Tuesday - 7:00 a.m. - Just cracking open my morning devotional. From up on the catwalk a sad snuffling, coughing, and wheezing. "Mama," says the snuffling and wheezing little being, "I'm sick. Can you come lay down with me??" And then, because this is the baby and there will be precious few times where I'm so desired to make it through the beginnings of a nasty cold, I cuddle up. Morning routine . . . drifts off into the ether.
Wednesday - 6:45 a.m. - A holler is heard from the kitchen area where the Man of the House is making his way to the kitchen, via the area where the dogs sleep. They have done it again. Having apparently missed their perfect schedule by 1 or 2 minutes, now where there were only glossy, empty hardwoods, there are glossy hardwoods with foul-smelling piles and at least one medium-sized lake. The next half hour is then spent, wiping, spraying, bagging and shampooing, with a little time added in for repeated gagging. Just saying. Morning routine . . . sadly hijacked.
Thursday - 7:30 a.m. - With a large stretch, I sit before my computer to address the large stack of e-mails coming in on the sports web site. Rapid footsteps staccato down the hall and the door flings open. "Are you ready, Mom??" ::gulp:: My fuzzy pajamas and suede, fur-lined slippers already give the answer. "Well, don't forget that my car is in the shop and Middle Son has to have the other car for math lessons and Dad already left for work and Oldest Daughter is away at college, leaving only you to take me to school!!!!!" ::ugh:: So, I pull on a pair of boots long enough to cover the bottom of my fluffy pajamas and a black coat long enough to cover the top of my fluffy pajamas and off we zoom to school. And between morning traffic and car lines, my morning routine has evaporated.
I'll spare you any more painful citings of morning routines sadly gone awry. Suffice it to say that best intentions still remain best intentions. EXCEPT, for the one routine that has come to stay. The morning walk.
The walk from where these pictures came, where I can discover plants still alive in winter, bird nests lonely from last spring's abandonment, and the first of the tiny narcissus. Where the river birch bark peels off in thick, curling chunks and the sun's rays burst through the clouds and touch the neighborhood's small lake.
Getting up at 6:00 a.m. has assured me that this routine will remain un-threatened.
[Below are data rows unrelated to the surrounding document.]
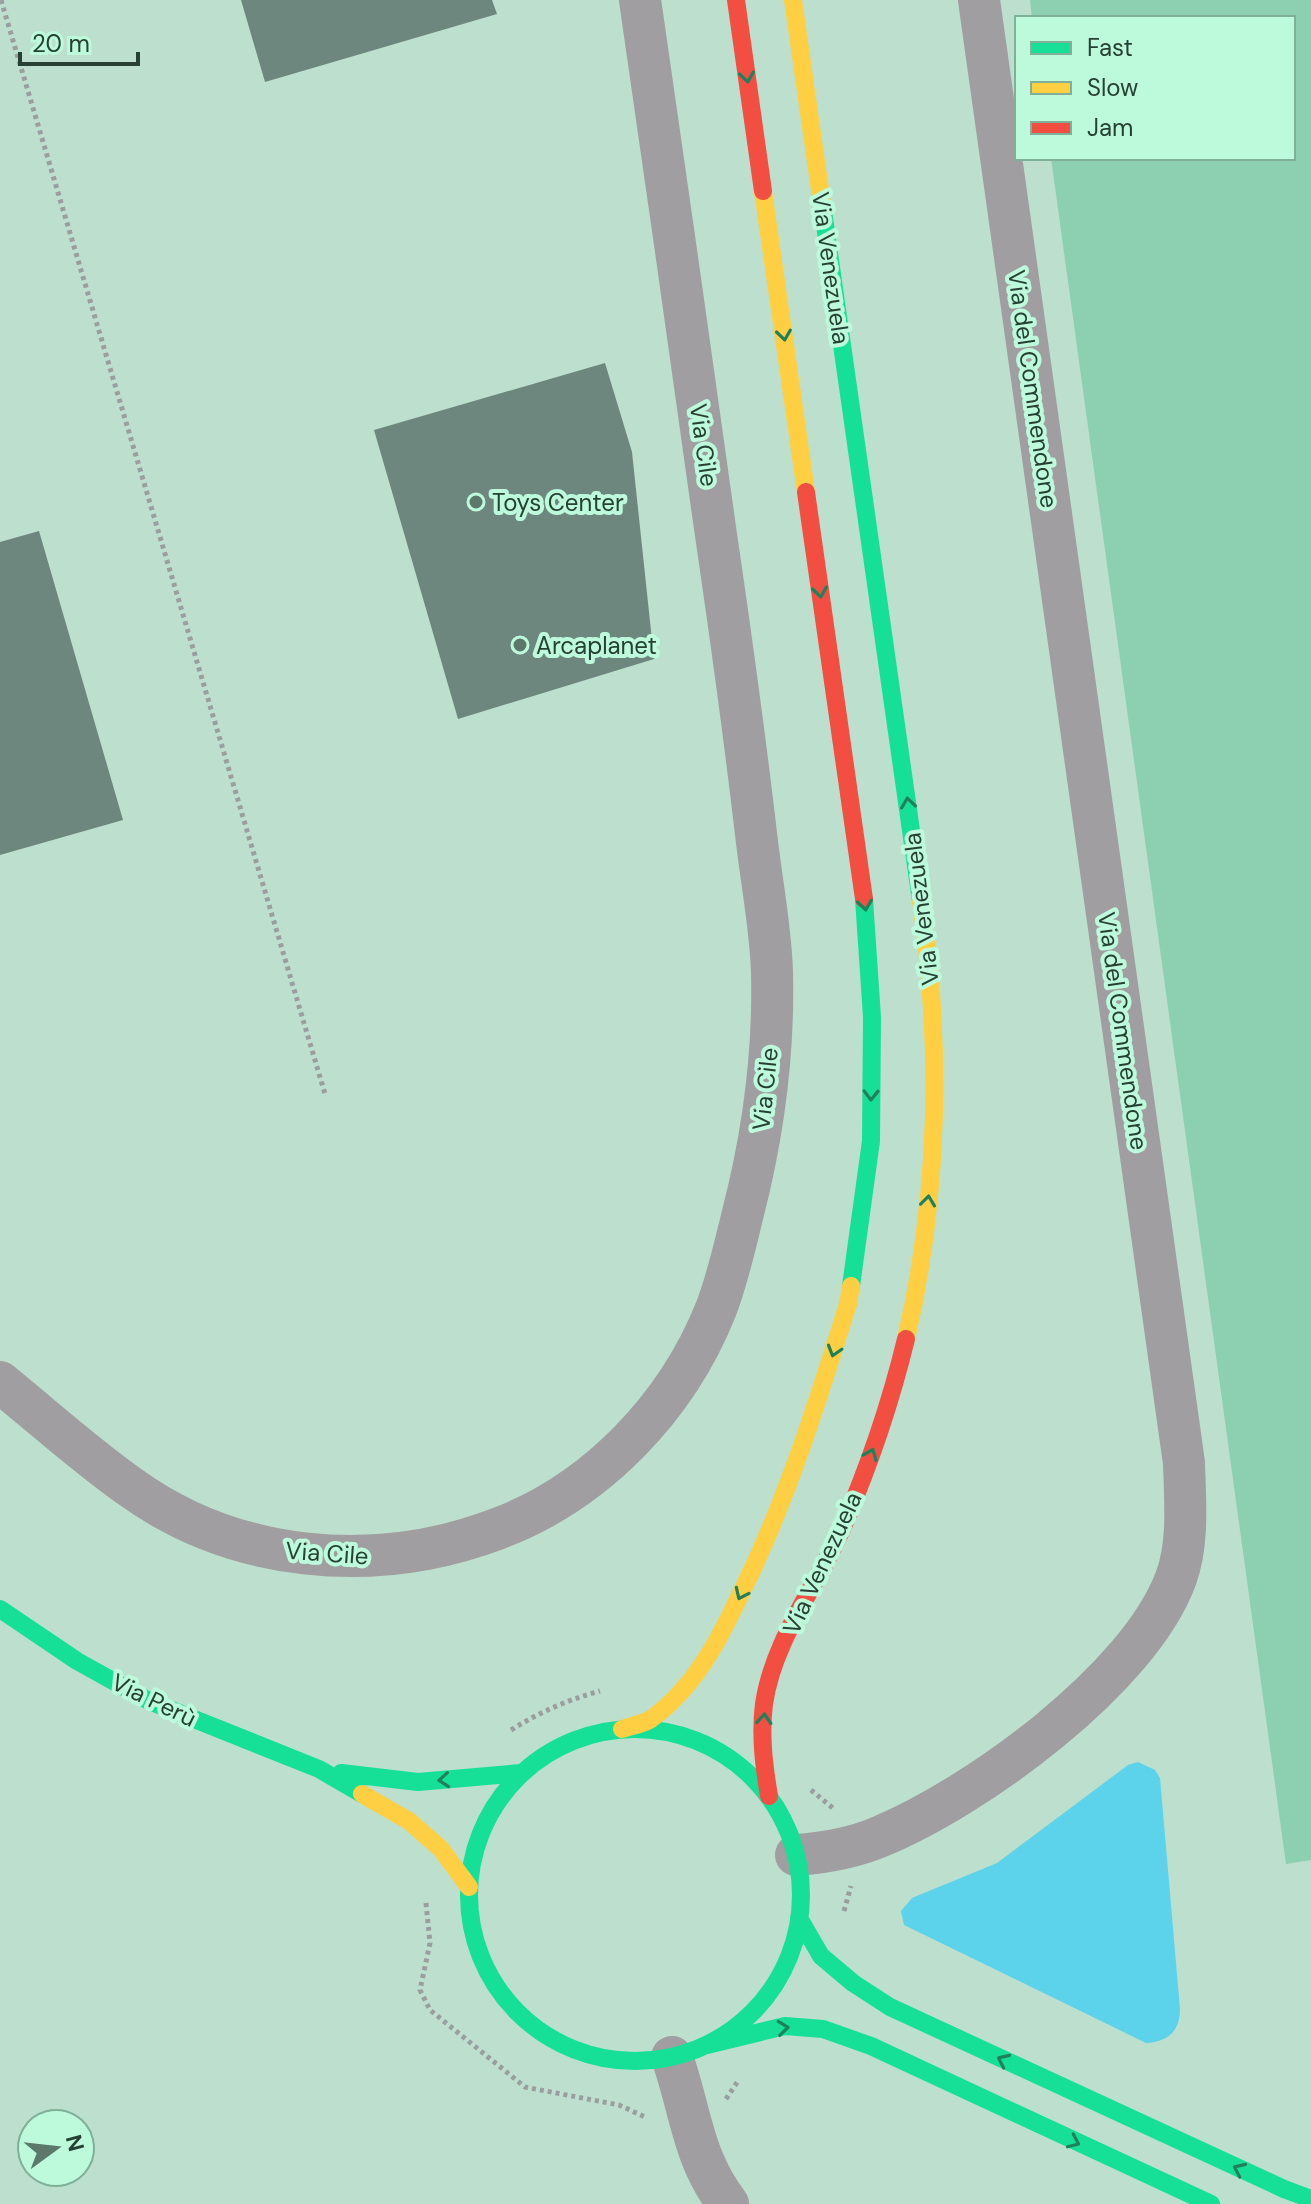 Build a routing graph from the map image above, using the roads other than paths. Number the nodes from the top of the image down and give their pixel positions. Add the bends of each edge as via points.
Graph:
1 (640, 0) edge
2 (736, 0) edge
3 (793, 0) edge
4 (979, 0) edge
5 (0, 1382) edge
6 (0, 1609) edge
7 (622, 1729) junction
8 (319, 1769) junction
9 (521, 1773) junction
10 (769, 1796) junction
11 (796, 1855) junction
12 (469, 1887) junction
13 (799, 1918) junction
14 (690, 2051) junction
15 (1311, 2199) edge
16 (728, 2204) edge
17 (1211, 2204) edge

1 - 5 street, Via Cile via 743,724 772,970 769,1071 757,1159 730,1267 698,1348 640,1430 586,1480 550,1504 470,1539 383,1556 294,1553 208,1530 130,1488
2 -> 7 main road via 868,924 871,1141 848,1304 804,1446 767,1540 703,1665 649,1720
10 -> 3 main road, Via Venezuela via 762,1756 766,1694 880,1434 914,1304 930,1191 935,1086 925,927
4 - 11 street, Via del Commendone via 1184,1463 1185,1520 1177,1575 1161,1611 1138,1645 1077,1707 941,1808 877,1838
6 - 8 main road, Via Perù via 149,1701
7 - 9 main road via 586,1735 552,1750
7 - 10 main road via 665,1731 704,1743 740,1766
9 -> 8 main road, Via Perù via 418,1782
8 - 12 main road, Via Perù via 409,1821 441,1849
9 - 12 main road via 494,1806 476,1845
10 - 11 main road
11 - 13 main road
12 - 14 main road via 472,1926 483,1962 502,1995 529,2022 561,2044 597,2056 634,2061
13 - 14 main road via 788,1958 769,1993 742,2023
15 -> 13 main road via 890,2007 821,1956
14 - 16 street via 685,2093 695,2146
14 -> 17 main road via 785,2026 823,2029 871,2046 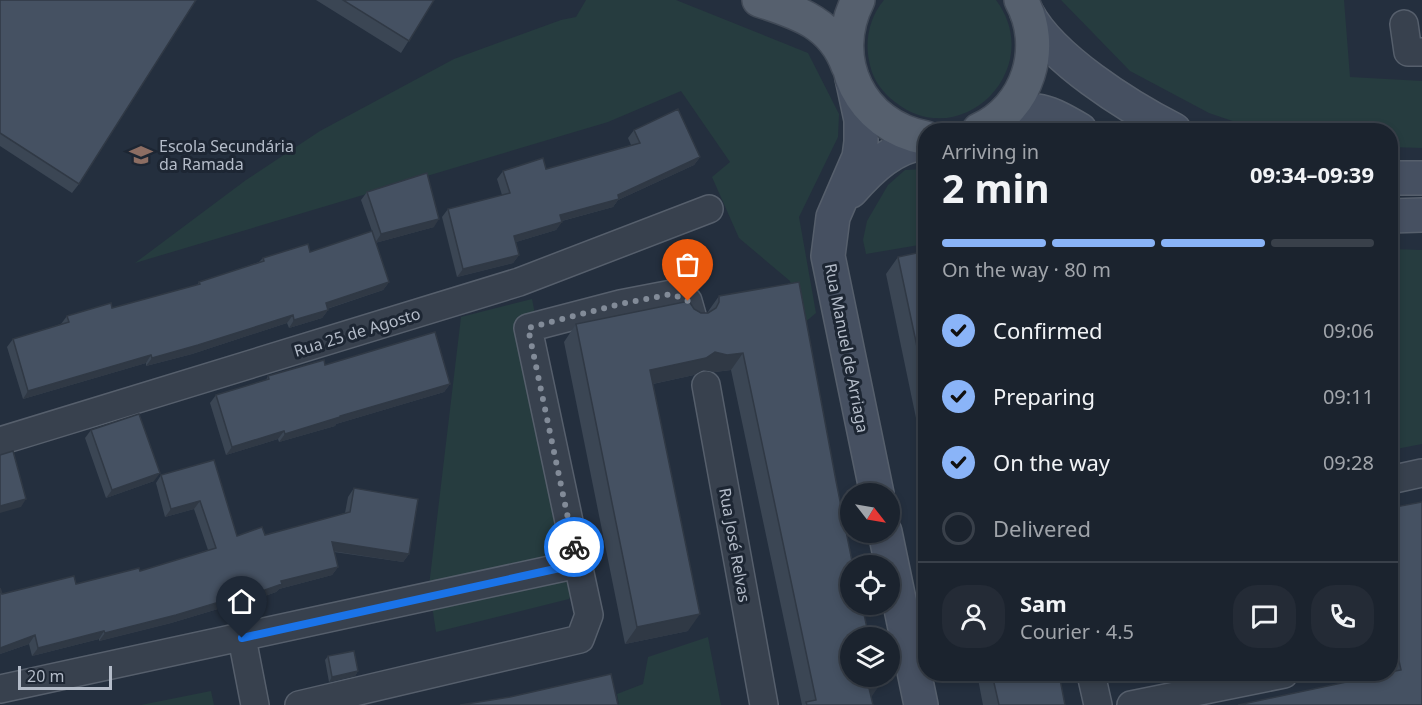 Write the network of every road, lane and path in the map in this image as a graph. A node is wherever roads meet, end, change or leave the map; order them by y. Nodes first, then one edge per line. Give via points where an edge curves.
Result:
1 (759, 0) edge
2 (858, 0) edge
3 (1024, 4) edge
4 (1404, 24) dead end
5 (1422, 52) edge
6 (850, 73) junction
7 (990, 123) edge
8 (991, 123) edge
9 (1067, 123) edge
10 (1161, 123) edge
11 (918, 137) edge
12 (918, 143) edge
13 (1398, 178) edge
14 (1422, 178) edge
15 (840, 204) junction
16 (709, 208) dead end
17 (1422, 215) edge
18 (1398, 216) edge
19 (692, 315) edge
20 (706, 385) edge
21 (0, 441) edge
22 (1422, 473) edge
23 (1398, 478) edge
24 (875, 483) edge
25 (887, 543) edge
26 (578, 564) junction
27 (242, 638) junction
28 (1093, 681) edge
29 (1249, 681) edge
30 (0, 689) edge
31 (255, 705) edge
32 (299, 705) edge
33 (764, 705) edge
34 (921, 705) edge
35 (1098, 705) edge
36 (1131, 705) edge

1 - 6 main road via 802,15 821,27 837,42
2 - 6 main road via 847,35
3 - 7 main road via 1033,42 1028,78 1018,97
3 - 10 street via 1057,51 1131,107
4 - 5 street via 1408,52
6 - 11 main road via 862,98 884,122
6 - 15 street, Rua Manuel de Arriaga via 861,120 861,142
8 - 9 street via 1011,112 1029,109
12 - 15 street, Rua Manuel de Arriaga via 880,160
13 - 14 street
15 - 24 street, Rua Manuel de Arriaga via 833,217 828,256
16 - 21 street, Rua 25 de Agosto via 519,282
17 - 18 street
19 - 26 street via 688,301 672,294 528,328
20 - 33 street, Rua José Relvas
22 - 23 street
25 - 34 street
26 - 27 street
26 - 32 street via 589,615 580,639
27 - 30 street
27 - 31 street
28 - 35 street
29 - 36 street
It's a full half hour before the first stirrings of the earliest awakening members of the house.
And the only sure way to remain untouched by the needs, grievances and distractions of those I love to serve. This one small success gives me hope that in time more routines will join the routine of the morning walk.
And in the meantime, "Yes, I'll make 2 dozen cookies for your class's St. Patrick's Day celebration. I wouldn't have it any other way."